[SOURCE RECORDS]:
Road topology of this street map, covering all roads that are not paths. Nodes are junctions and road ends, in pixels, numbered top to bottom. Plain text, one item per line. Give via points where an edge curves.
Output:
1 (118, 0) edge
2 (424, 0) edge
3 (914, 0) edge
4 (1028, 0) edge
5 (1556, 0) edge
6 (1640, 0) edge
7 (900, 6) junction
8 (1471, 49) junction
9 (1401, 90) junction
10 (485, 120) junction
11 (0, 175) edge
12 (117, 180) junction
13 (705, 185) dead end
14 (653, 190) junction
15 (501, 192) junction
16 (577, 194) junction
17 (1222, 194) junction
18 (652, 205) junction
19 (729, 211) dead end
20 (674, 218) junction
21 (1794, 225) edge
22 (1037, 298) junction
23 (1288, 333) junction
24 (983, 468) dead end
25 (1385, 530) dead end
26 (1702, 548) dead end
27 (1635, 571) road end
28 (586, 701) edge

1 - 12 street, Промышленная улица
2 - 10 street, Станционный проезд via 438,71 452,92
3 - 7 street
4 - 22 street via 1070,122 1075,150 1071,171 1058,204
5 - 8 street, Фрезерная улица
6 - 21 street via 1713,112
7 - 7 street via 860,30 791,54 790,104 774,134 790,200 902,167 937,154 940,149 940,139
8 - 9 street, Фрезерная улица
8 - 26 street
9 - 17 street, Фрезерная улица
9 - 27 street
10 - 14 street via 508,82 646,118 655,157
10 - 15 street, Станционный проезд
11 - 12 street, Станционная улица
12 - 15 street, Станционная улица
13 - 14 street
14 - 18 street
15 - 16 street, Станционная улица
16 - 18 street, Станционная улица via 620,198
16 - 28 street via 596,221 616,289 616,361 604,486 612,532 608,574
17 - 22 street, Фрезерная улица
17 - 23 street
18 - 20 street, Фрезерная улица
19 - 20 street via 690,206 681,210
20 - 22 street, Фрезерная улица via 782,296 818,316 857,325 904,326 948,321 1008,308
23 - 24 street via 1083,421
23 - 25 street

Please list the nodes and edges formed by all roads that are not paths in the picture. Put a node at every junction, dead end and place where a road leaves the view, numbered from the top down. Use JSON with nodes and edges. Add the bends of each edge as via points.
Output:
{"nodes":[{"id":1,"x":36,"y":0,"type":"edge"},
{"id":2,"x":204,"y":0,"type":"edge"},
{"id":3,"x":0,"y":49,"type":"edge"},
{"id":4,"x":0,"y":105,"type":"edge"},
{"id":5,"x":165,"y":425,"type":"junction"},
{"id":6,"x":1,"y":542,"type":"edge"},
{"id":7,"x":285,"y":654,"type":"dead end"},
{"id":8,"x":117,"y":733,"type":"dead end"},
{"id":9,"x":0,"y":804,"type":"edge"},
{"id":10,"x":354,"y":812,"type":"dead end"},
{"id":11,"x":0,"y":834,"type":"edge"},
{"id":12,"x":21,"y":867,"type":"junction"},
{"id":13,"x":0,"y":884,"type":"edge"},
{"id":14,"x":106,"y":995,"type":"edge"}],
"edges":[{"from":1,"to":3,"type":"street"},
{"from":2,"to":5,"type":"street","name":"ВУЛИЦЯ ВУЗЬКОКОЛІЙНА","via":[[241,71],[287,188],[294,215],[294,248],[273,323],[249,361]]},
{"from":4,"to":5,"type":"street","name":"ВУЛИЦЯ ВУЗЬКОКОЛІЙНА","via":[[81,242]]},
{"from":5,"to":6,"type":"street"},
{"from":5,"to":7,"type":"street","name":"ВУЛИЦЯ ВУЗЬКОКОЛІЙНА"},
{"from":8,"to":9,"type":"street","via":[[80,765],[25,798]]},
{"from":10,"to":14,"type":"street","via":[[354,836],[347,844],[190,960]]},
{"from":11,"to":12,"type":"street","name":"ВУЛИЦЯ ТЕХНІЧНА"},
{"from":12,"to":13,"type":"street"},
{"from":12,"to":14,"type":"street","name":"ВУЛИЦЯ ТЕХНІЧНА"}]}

[EXERCISE GOAL]:
How many lines in the records above contain the word "Станционная"? Reply with the number alone.

[OUTPUT BELOW]:
4